The above-mentioned antazoline properties prompted its usage during electrophysiological procedures in some laboratories. We also have been successfully using antazoline for a long-time not only in the electrophysiology laboratory but also in the emergency department or cardiac intensive care unit. The drug is contradicted in patients with severe heart failure or markedly reduced left ventricular ejection fraction due to modest negative inotropic effect and also because there is usually transient increase in ventricular response during AF following drug administration which may be dangerous in patients with severe cardiac disease. The latter effect is probably due to the gradual reduction of the number of fibrillatory waves in the atrium, resulting in less concealed conduction in the atrio-ventricular node which promotes conduction from the atria to the ventricles and fastens ventricular rate. This phenomenon is similar to that seen following administration of other antiarrhythmic agents such as quinidine, ajmaline and flecainide or propafenone.

Our results showed that antazoline not only terminated AF but also prolonged probably refractoriness of the AP, seen as the reduction of the percentage of the pre-excited QRS complex during AF. While such an effect is desirable during any chronic antiarrhythmic therapy in a patient with WPW syndrome, it is unwanted during ablation because drug-induced block in the AP usually precludes proper mapping and ablation of AP. However, in all our patients antazoline did not completely block the AP and all procedures were successfully completed. Thus, we believe that antazoline can be used in this situation instead of electrical cardioversion which requires anesthesia and does not prevent from AF recurrence, or other antiarrhythmic drugs such as flecainide or propafenone which may block AP completely and have slower onset of action and longer duration of electrophysiological effects on AP.

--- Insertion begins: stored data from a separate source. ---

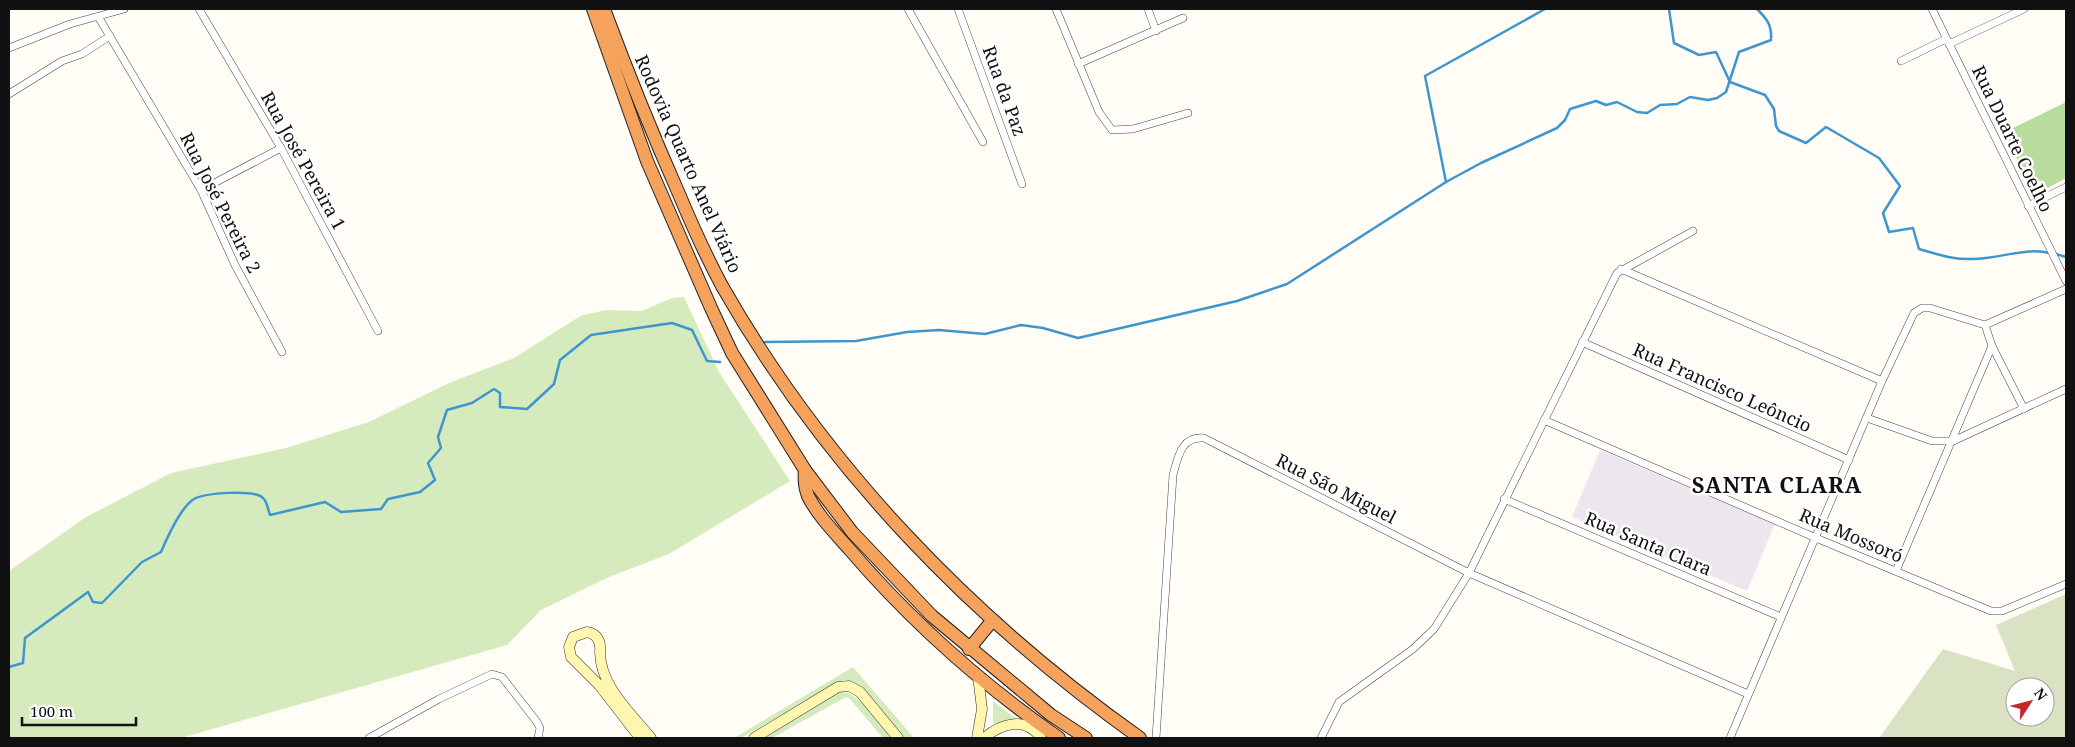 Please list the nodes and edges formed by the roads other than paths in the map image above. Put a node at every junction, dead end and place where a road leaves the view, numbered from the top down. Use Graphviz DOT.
graph roads {
  1 [pos="124,9"];
  2 [pos="199,9"];
  3 [pos="593,9"];
  4 [pos="604,9"];
  5 [pos="908,9"];
  6 [pos="958,9"];
  7 [pos="1056,9"];
  8 [pos="1148,9"];
  9 [pos="1932,9"];
  10 [pos="2024,9"];
  11 [pos="99,18"];
  12 [pos="1184,18"];
  13 [pos="1156,31"];
  14 [pos="110,36"];
  15 [pos="1947,41"];
  16 [pos="9,48"];
  17 [pos="1901,62"];
  18 [pos="1078,64"];
  19 [pos="9,94"];
  20 [pos="1188,113"];
  21 [pos="983,142"];
  22 [pos="281,148"];
  23 [pos="1022,184"];
  24 [pos="2066,187"];
  25 [pos="201,190"];
  26 [pos="2028,206"];
  27 [pos="1693,231"];
  28 [pos="1621,269"];
  29 [pos="2066,282"];
  30 [pos="2066,289"];
  31 [pos="1985,325"];
  32 [pos="378,331"];
  33 [pos="1582,342"];
  34 [pos="1992,346"];
  35 [pos="282,352"];
  36 [pos="1882,381"];
  37 [pos="2066,389"];
  38 [pos="2024,409"];
  39 [pos="1867,418"];
  40 [pos="1544,420"];
  41 [pos="1953,441"];
  42 [pos="1849,460"];
  43 [pos="805,470"];
  44 [pos="1504,499"];
  45 [pos="1816,538"];
  46 [pos="1896,571"];
  47 [pos="1469,573"];
  48 [pos="2066,584"];
  49 [pos="1781,617"];
  50 [pos="992,621"];
  51 [pos="969,649"];
  52 [pos="600,663"];
  53 [pos="585,671"];
  54 [pos="978,676"];
  55 [pos="1748,694"];
  56 [pos="369,738"];
  57 [pos="538,738"];
  58 [pos="640,738"];
  59 [pos="651,738"];
  60 [pos="754,738"];
  61 [pos="898,738"];
  62 [pos="977,738"];
  63 [pos="984,738"];
  64 [pos="1041,738"];
  65 [pos="1059,738"];
  66 [pos="1086,738"];
  67 [pos="1140,738"];
  68 [pos="1156,738"];
  69 [pos="1321,738"];
  70 [pos="1730,738"];
  1 -- 11 [label="street"];
  2 -- 22 [label="street, Rua José Pereira 1"];
  3 -- 43 [label="highway, Rodovia Quarto Anel Viário"];
  4 -- 50 [label="highway, Rodovia Quarto Anel Viário"];
  5 -- 21 [label="street"];
  6 -- 23 [label="street, Rua da Paz"];
  7 -- 18 [label="street"];
  8 -- 13 [label="street"];
  9 -- 15 [label="street, Rua Duarte Coelho"];
  10 -- 15 [label="street"];
  11 -- 14 [label="street, Rua José Pereira 2"];
  11 -- 16 [label="street"];
  12 -- 13 [label="street"];
  13 -- 18 [label="street"];
  14 -- 19 [label="street"];
  14 -- 25 [label="street, Rua José Pereira 2"];
  15 -- 17 [label="street"];
  15 -- 26 [label="street, Rua Duarte Coelho"];
  18 -- 20 [label="street"];
  22 -- 25 [label="street"];
  22 -- 32 [label="street, Rua José Pereira 1"];
  24 -- 26 [label="street"];
  25 -- 35 [label="street, Rua José Pereira 2"];
  26 -- 29 [label="street, Rua Duarte Coelho"];
  27 -- 28 [label="street"];
  28 -- 33 [label="street"];
  28 -- 36 [label="street"];
  30 -- 31 [label="street"];
  31 -- 34 [label="street"];
  31 -- 36 [label="street"];
  33 -- 40 [label="street"];
  33 -- 42 [label="street, Rua Francisco Leôncio"];
  34 -- 38 [label="street"];
  34 -- 41 [label="street"];
  36 -- 39 [label="street"];
  37 -- 38 [label="street"];
  38 -- 41 [label="street"];
  39 -- 41 [label="street"];
  39 -- 42 [label="street"];
  40 -- 44 [label="street"];
  40 -- 45 [label="street, Rua Mossoró"];
  41 -- 46 [label="street"];
  42 -- 45 [label="street"];
  43 -- 51 [label="highway, Rodovia Quarto Anel Viário"];
  43 -- 54 [label="highway"];
  44 -- 47 [label="street"];
  44 -- 49 [label="street, Rua Santa Clara"];
  45 -- 46 [label="street, Rua Mossoró"];
  45 -- 49 [label="street"];
  46 -- 48 [label="street, Rua Mossoró"];
  47 -- 55 [label="street, Rua São Miguel"];
  47 -- 68 [label="street, Rua São Miguel"];
  47 -- 69 [label="street"];
  49 -- 55 [label="street"];
  50 -- 51 [label="highway"];
  50 -- 67 [label="highway, Rodovia Quarto Anel Viário"];
  51 -- 66 [label="highway, Rodovia Quarto Anel Viário"];
  52 -- 53 [label="street"];
  52 -- 53 [label="street"];
  52 -- 59 [label="street"];
  53 -- 58 [label="street"];
  54 -- 62 [label="street"];
  54 -- 65 [label="highway"];
  55 -- 70 [label="street"];
  56 -- 57 [label="street"];
  60 -- 61 [label="street"];
  63 -- 64 [label="street"];
} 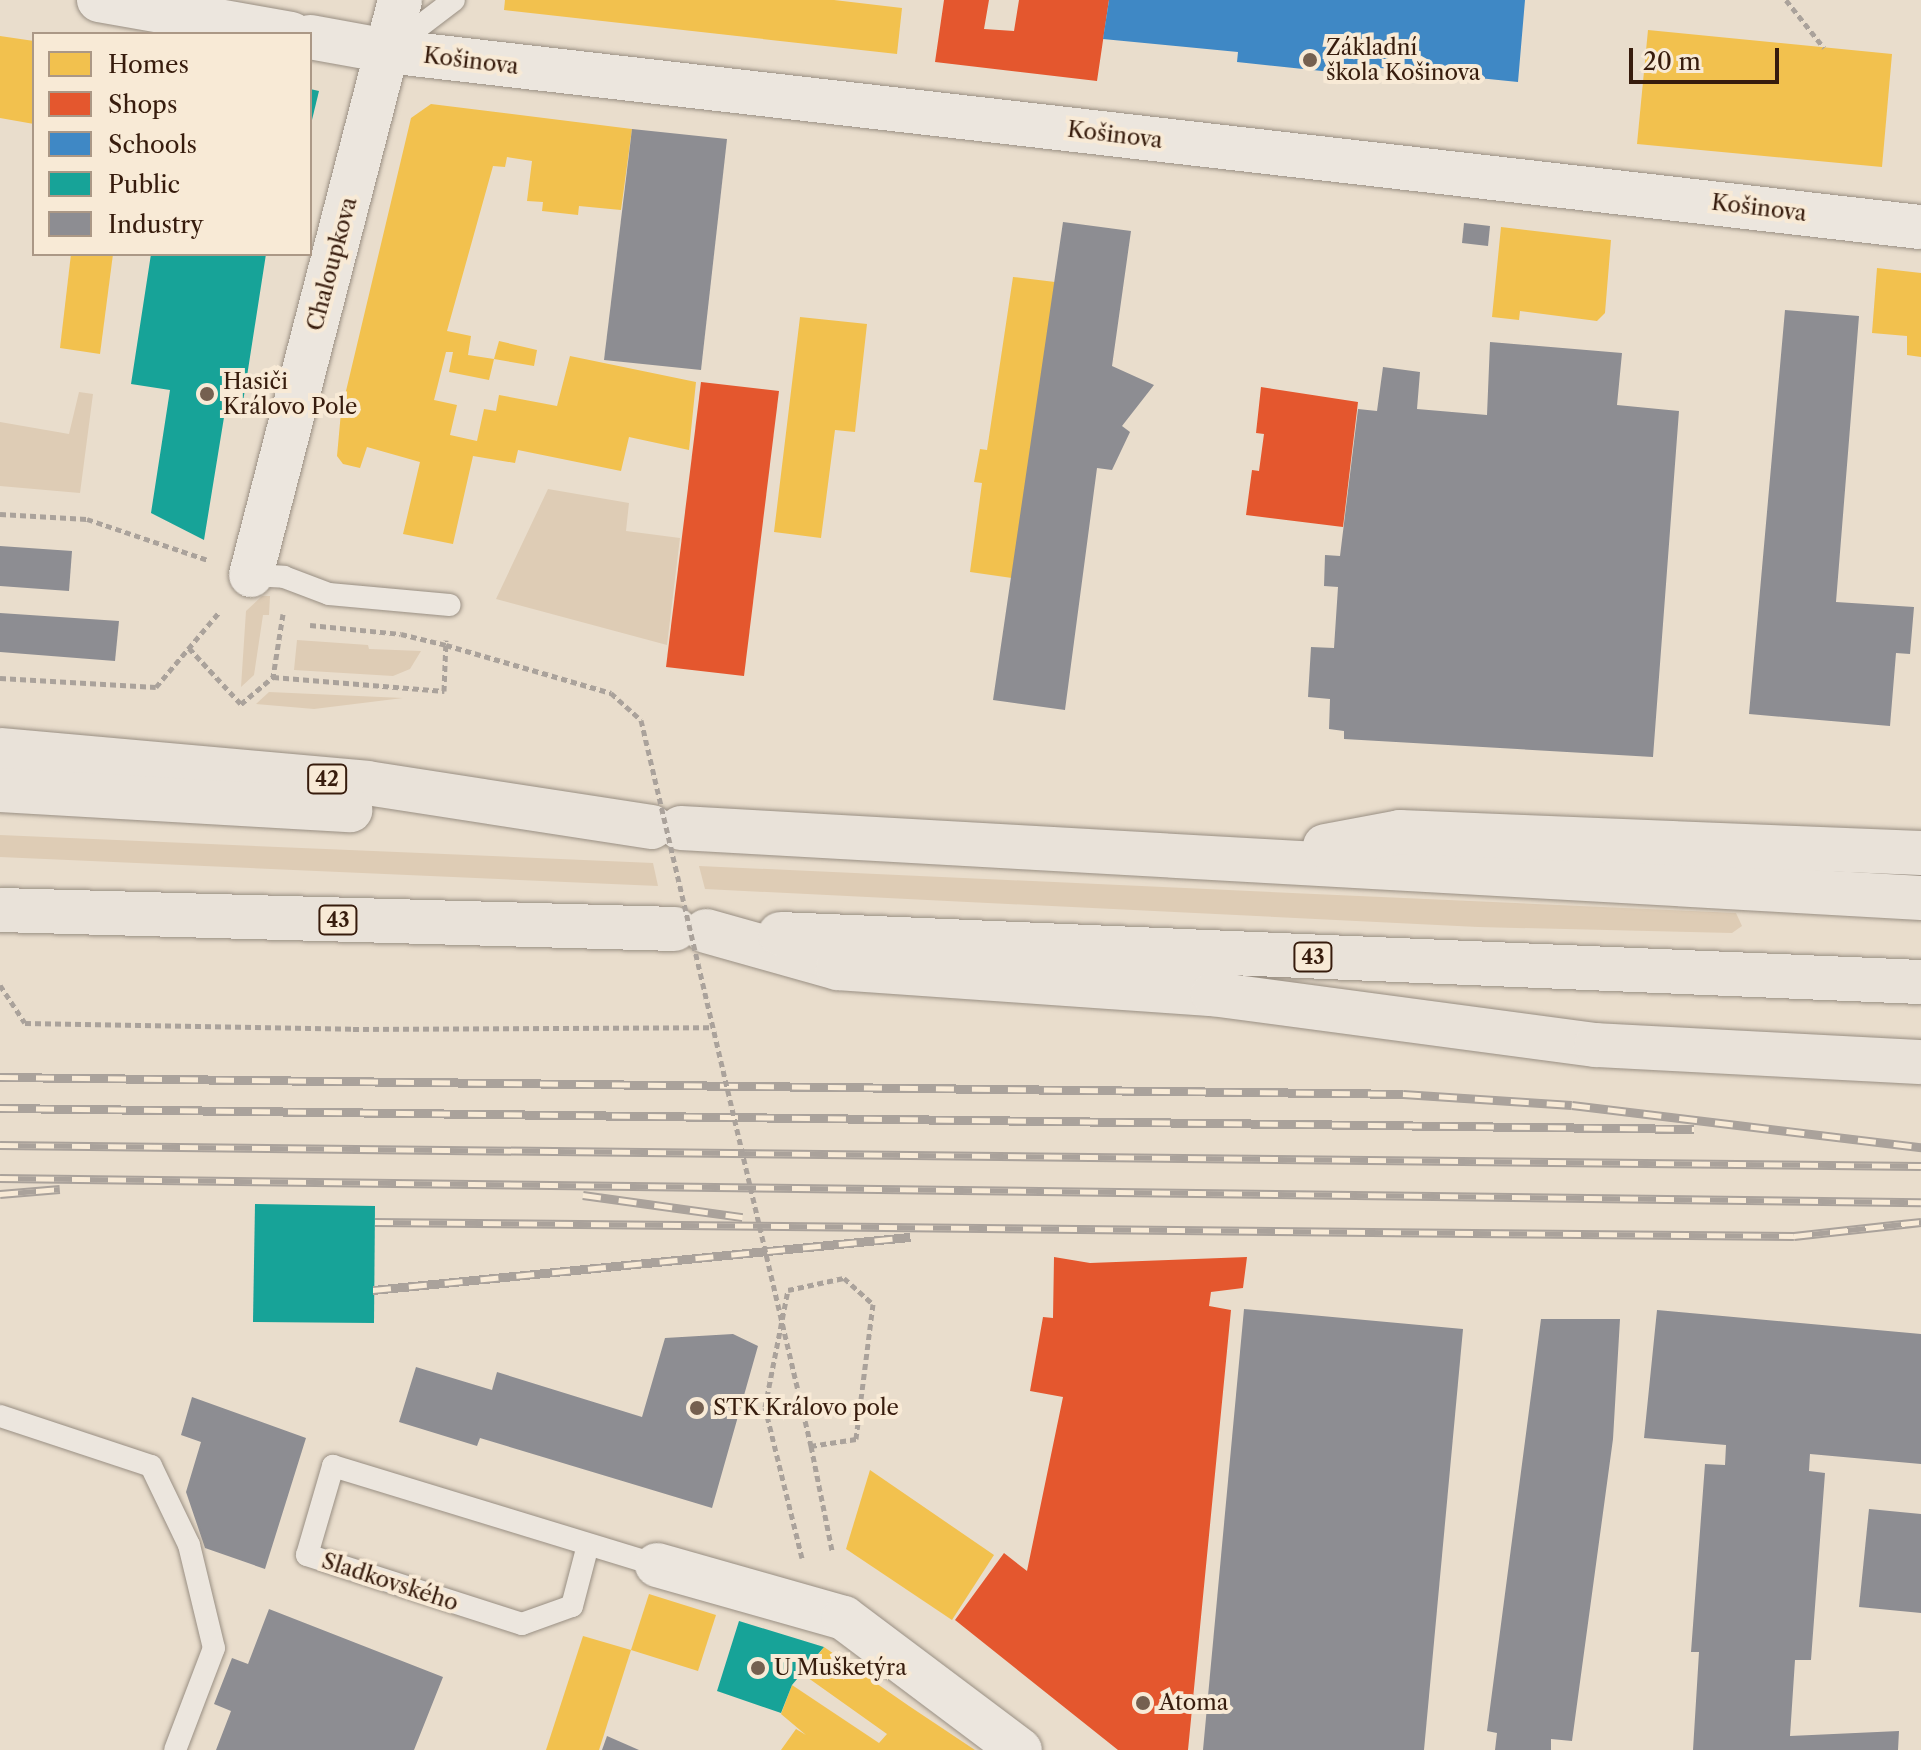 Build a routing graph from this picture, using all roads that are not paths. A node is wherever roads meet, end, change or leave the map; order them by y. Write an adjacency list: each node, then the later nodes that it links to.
1 (99, 0): 4 (street)
2 (400, 0): 7 (street, Chaloupkova)
3 (454, 0): 7 (lane)
4 (185, 8): 5 (street)
5 (283, 32)
6 (312, 37): 7 (street, Košinova)
7 (387, 51): 8 (street, Košinova); 9 (street, Chaloupkova)
8 (1921, 227)
9 (251, 575): 10 (lane)
10 (449, 605)
11 (0, 750): 13 (highway, 42)
12 (0, 790): 13 (highway)
13 (667, 828): 15 (highway)
14 (1921, 853): 15 (highway)
15 (1259, 858): 16 (highway)
16 (1921, 898)
17 (0, 910): 18 (highway, 43)
18 (691, 930): 19 (highway, 43); 20 (highway, 43)
19 (1921, 982)
20 (1921, 1062)
21 (0, 1416): 24 (lane)
22 (588, 1545): 22 (lane, Sladkovského); 23 (lane, Sladkovského)
23 (657, 1565): 25 (street, Sladkovského)
24 (175, 1750)
25 (1020, 1750) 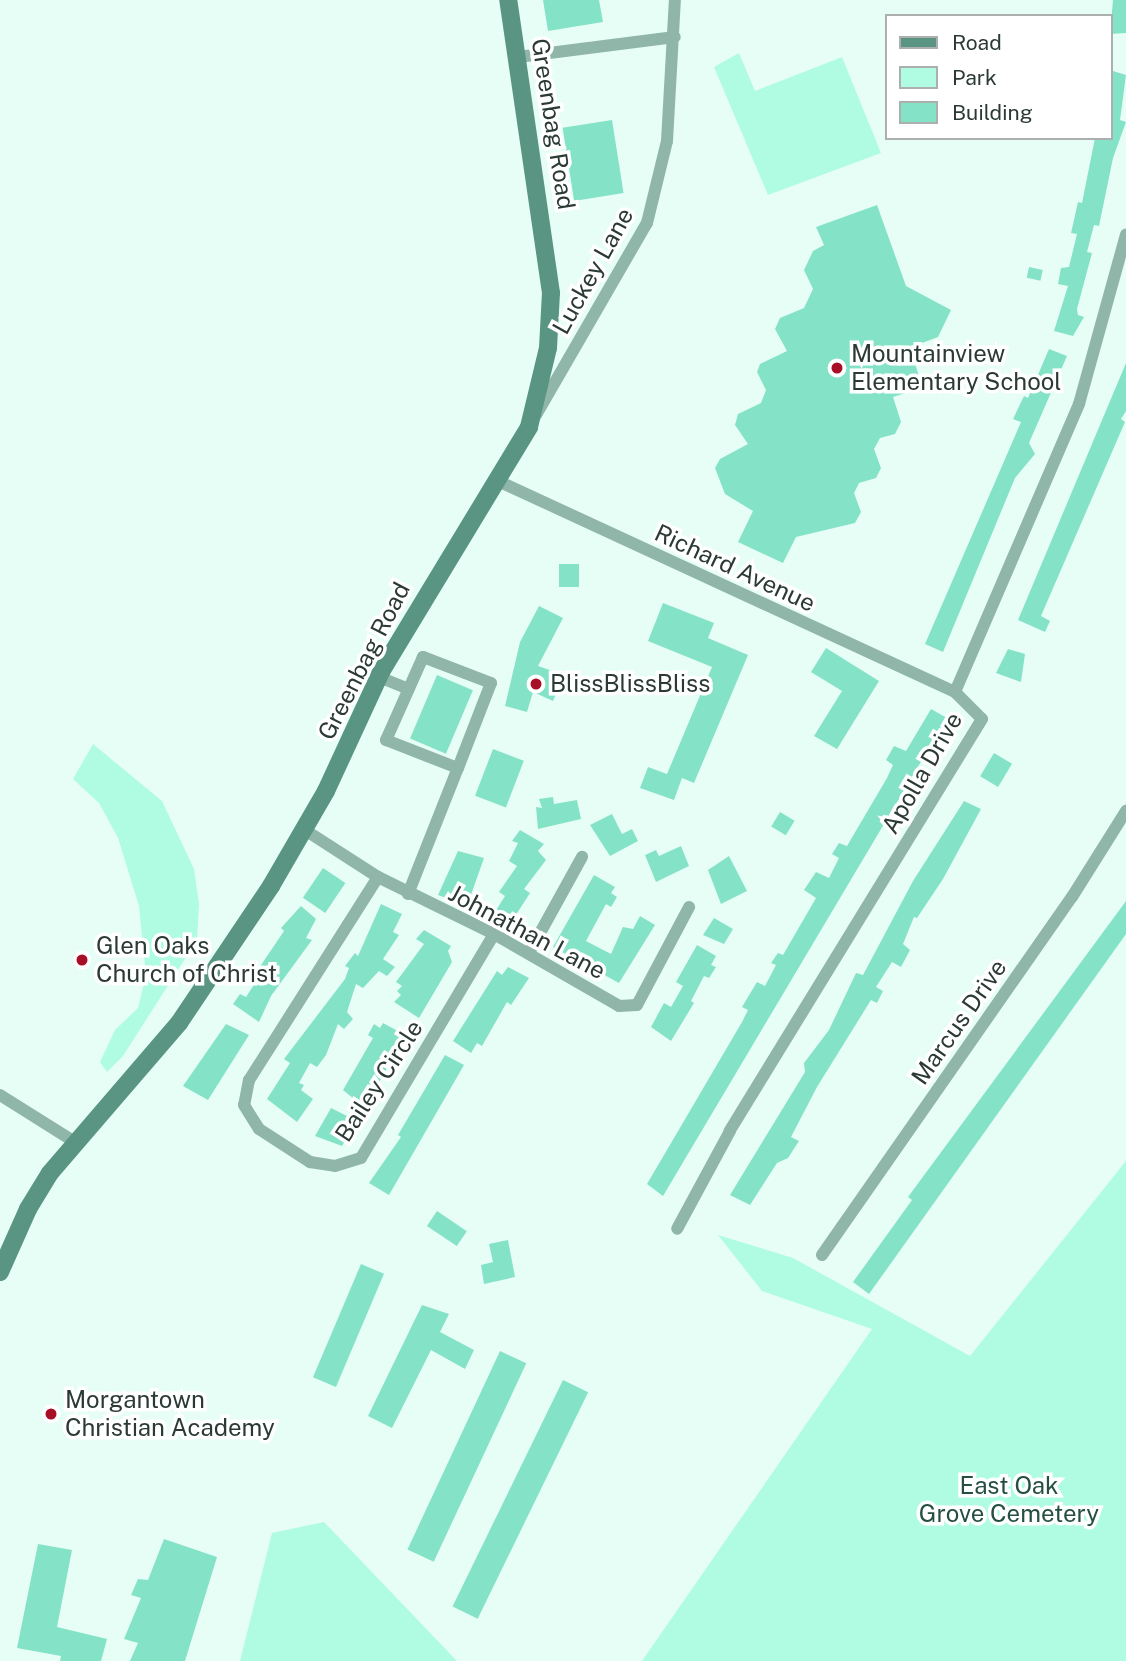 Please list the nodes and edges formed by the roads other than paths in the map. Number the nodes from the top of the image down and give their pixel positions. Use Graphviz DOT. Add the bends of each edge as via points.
graph roads {
  1 [pos="508,0"];
  2 [pos="675,0"];
  3 [pos="675,37"];
  4 [pos="518,57"];
  5 [pos="1126,234"];
  6 [pos="529,427"];
  7 [pos="498,481"];
  8 [pos="379,677"];
  9 [pos="408,690"];
  10 [pos="955,692"];
  11 [pos="458,768"];
  12 [pos="1126,811"];
  13 [pos="305,830"];
  14 [pos="582,858"];
  15 [pos="378,877"];
  16 [pos="408,894"];
  17 [pos="688,907"];
  18 [pos="494,934"];
  19 [pos="529,953"];
  20 [pos="0,1095"];
  21 [pos="75,1142"];
  22 [pos="677,1229"];
  23 [pos="822,1255"];
  24 [pos="0,1272"];
  1 -- 4 [label="main road, Greenbag Road"];
  2 -- 3 [label="street, Luckey Lane"];
  3 -- 4 [label="street"];
  3 -- 6 [label="street, Luckey Lane" via="667,141 647,223"];
  4 -- 6 [label="main road, Greenbag Road" via="551,293 548,348"];
  5 -- 10 [label="street, Apolla Drive" via="1079,404"];
  6 -- 7 [label="main road, Greenbag Road"];
  7 -- 8 [label="main road, Greenbag Road"];
  7 -- 10 [label="street, Richard Avenue"];
  8 -- 9 [label="street"];
  8 -- 13 [label="main road, Greenbag Road"];
  9 -- 11 [label="street" via="386,740"];
  9 -- 11 [label="street" via="423,657 491,683"];
  10 -- 22 [label="street, Apolla Drive" via="982,719 730,1131"];
  11 -- 16 [label="street"];
  12 -- 23 [label="street, Marcus Drive" via="1072,897"];
  13 -- 15 [label="street, Johnathan Lane"];
  13 -- 21 [label="main road, Greenbag Road" via="178,1023"];
  14 -- 19 [label="street"];
  15 -- 16 [label="street, Johnathan Lane"];
  15 -- 18 [label="street, Bailey Circle" via="249,1080 244,1105 259,1129 310,1162 335,1166 361,1158"];
  16 -- 18 [label="street, Johnathan Lane"];
  17 -- 19 [label="street, Johnathan Lane" via="637,1005 619,1006"];
  18 -- 19 [label="street, Johnathan Lane"];
  20 -- 21 [label="street"];
  21 -- 24 [label="main road, Greenbag Road" via="28,1209"];
}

Another advantage of using antazoline is its very low price (currently 1 euro per 200 mg dose) which is much less than the cost of another antiarrhythmic drug such as propafenone or vernakalant, used in this setting.

Limitations of the study

This was a retrospective analysis of our database and the number of patients was small. The study was not randomized and not controlled by placebo. We did not perform systematically programmed atrial and ventricular stimulation following antazoline administration and AF termination, thus, detailed effects of the drug on the conduction and refractoriness of the atrio-ventricular node and AP were not examined. We did not measure drug plasma levels, thus, correlation between drug concentration, effectiveness in AF termination, and effects on electrophysiological properties of AP and atrio-ventricular node could not be examined.

Conclusions

Antazoline safely and rapidly converts AF into SR during ablation of AP. The drug does not block AP completely, enabling continuation of ablation. The drug gradually increases A-A intervals during AF converting it into more organized atrial activity (atrial flutter/tachycardia) before SR resumption. The on-going multicenter randomized studies will establish the role of antazoline in acute AF termination.